In relation to building materials for future kindergartens, light timber constructions are recommended as they present several important advantages. For example, timber is available locally (transporting other materials to remote regions is costly and timely), it is sustainable, there is local know-how in timber construction and it respects local building traditions. Wood is not only a good choice in terms of construction processes and costs, but it also has many other qualities such as creating a healthy environment with indoor microclimate conditions, making it almost the ideal material for preschool facilities.
In addition, many studies have underlined the importance and the influence of design on users’ behaviour, creativity and reactions. Research such as “Rethinking Education and Training Policy” (Schweinhart et al., 1993) have shown that positive kindergarten experiences have an equally positive influence on a child’s – and later an adult’s – development. This is makes kindergarten architecture doubly important in the long run. Statistics show that, on average, adults with a positive kindergarten experience have a better self-image, are more successful in their professional life and are less likely to commit offences.
What is more, increased investment in kindergartens has a positive economic resonance. The same research found that investment designed to raise the quality of preschool education has multiple financial benefits for society. In the light of these findings, contemporary kindergartens, in Yakutia and elsewhere, should seek to adjust to the needs of today’s children and try to accommodate their individuality. New teaching techniques and new programmes for pre-schoolers should be adopted, and many activities that used to be pass-time activities should be incorporated into their programmes.

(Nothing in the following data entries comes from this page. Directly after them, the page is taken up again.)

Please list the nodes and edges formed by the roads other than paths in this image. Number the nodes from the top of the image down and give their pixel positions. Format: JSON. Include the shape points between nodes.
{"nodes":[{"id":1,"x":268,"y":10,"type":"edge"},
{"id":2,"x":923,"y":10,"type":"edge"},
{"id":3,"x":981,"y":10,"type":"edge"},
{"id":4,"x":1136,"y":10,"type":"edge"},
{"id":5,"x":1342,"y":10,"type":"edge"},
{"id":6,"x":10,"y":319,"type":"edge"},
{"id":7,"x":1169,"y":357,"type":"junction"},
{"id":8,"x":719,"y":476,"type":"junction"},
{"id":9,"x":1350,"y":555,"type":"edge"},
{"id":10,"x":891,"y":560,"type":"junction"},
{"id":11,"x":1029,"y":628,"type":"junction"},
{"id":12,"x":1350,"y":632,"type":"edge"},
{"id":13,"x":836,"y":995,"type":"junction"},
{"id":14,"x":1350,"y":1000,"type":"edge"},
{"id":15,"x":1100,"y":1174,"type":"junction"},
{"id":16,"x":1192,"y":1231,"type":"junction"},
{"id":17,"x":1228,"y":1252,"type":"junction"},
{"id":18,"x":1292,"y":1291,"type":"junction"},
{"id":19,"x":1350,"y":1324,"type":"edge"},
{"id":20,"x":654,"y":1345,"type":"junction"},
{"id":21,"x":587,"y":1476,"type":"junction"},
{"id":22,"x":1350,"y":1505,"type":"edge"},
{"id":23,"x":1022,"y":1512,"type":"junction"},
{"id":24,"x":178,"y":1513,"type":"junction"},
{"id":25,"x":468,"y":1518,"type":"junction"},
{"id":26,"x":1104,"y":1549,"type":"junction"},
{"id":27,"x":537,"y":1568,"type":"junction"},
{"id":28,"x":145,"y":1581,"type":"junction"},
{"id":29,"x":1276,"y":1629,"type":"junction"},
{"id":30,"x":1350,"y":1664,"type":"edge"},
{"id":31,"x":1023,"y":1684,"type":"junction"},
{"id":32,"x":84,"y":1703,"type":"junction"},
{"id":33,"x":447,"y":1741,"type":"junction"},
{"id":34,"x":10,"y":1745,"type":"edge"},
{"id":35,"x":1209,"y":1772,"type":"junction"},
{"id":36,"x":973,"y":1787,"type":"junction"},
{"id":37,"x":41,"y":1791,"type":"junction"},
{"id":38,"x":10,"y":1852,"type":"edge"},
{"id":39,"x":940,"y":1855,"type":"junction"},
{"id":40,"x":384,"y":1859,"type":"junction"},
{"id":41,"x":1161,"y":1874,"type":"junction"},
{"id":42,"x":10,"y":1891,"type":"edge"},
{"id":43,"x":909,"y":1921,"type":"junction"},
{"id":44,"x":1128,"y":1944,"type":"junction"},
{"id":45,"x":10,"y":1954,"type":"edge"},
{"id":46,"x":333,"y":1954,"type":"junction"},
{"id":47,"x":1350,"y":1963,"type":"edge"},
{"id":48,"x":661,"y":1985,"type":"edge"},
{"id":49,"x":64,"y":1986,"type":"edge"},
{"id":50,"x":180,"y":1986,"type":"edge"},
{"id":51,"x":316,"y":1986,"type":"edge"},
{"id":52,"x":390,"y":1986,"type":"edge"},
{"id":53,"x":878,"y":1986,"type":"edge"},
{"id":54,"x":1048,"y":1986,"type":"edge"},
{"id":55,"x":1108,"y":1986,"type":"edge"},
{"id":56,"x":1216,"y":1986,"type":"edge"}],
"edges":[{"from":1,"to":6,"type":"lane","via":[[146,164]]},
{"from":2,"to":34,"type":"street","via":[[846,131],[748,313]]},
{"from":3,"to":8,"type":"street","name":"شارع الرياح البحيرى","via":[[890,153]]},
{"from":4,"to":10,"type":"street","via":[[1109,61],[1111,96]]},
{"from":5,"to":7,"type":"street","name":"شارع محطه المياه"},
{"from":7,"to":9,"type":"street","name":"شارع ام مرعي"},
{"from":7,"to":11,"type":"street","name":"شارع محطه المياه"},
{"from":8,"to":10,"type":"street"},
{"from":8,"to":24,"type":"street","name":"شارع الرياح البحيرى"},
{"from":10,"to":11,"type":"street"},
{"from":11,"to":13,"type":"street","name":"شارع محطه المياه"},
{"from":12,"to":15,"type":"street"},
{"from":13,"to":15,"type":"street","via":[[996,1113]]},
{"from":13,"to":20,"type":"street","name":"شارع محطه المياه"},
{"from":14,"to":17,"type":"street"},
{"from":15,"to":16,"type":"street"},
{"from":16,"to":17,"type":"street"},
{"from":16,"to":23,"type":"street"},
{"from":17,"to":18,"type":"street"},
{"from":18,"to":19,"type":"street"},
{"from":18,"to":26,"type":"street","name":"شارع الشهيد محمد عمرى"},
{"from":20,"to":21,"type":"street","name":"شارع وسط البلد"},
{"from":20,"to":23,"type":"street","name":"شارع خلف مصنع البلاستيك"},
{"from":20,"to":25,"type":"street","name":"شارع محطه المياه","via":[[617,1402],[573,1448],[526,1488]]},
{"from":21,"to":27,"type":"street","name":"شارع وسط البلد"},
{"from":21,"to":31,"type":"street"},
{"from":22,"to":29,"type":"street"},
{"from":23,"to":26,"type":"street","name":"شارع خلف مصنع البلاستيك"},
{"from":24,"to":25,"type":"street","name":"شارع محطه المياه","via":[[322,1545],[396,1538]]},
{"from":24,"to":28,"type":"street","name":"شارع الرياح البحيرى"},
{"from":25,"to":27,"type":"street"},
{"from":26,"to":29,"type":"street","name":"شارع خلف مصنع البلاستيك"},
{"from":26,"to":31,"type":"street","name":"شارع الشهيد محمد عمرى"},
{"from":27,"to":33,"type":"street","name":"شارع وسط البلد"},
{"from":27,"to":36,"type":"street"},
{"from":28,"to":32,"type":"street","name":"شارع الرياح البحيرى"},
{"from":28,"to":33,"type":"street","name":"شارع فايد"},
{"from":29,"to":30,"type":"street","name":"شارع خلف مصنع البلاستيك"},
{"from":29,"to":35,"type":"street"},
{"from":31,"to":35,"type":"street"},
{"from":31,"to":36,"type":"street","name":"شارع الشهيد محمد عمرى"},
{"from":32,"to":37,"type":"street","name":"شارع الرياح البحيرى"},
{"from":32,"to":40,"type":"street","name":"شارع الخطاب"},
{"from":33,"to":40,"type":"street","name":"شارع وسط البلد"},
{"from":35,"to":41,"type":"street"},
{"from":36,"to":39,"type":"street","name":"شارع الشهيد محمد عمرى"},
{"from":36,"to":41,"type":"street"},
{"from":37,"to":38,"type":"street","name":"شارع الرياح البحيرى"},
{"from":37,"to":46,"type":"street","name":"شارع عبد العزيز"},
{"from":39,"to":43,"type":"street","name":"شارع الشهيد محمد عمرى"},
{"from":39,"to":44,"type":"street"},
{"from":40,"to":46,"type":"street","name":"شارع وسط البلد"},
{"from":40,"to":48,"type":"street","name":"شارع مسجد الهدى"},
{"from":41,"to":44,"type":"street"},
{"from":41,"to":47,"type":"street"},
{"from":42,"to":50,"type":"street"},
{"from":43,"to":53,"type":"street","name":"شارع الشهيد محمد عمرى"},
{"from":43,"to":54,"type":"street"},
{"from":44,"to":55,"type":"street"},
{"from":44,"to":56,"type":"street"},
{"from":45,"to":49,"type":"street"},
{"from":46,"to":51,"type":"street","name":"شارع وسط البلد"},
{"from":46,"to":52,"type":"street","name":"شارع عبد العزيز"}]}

The field visit to Yakutia’s kindergartens resulted in a plan to identify five to six different sized designs, which would constitute cost-effective and economic construction models. Given that there are commonalities in educational and physical infrastructure, needs and construction site conditions, these various design models should meet the spatial needs of facilities with a capacity of 25 to 250 children, both in urban and rural environments. Despite this uniform construction framework, the design of each kindergarten would still allow for individualisation such as the colour of facades and its final layout, allowing also for the use of some local design elements. This type of construction system would also enable changes to be made to the architectural model in function of the specific needs of an individual kindergarten or school. In this way additional spaces can be added such as a gymnasium, swimming pool or other social infrastructure, which can also be used by the local community.
The project team will continue its work by expanding the provision of quality ECD services to make Yakutia’s kindergarten system a best practice model for the other Russian regions. The project will be further elaborated over the coming years, so this opens a number of opportunities for research and development.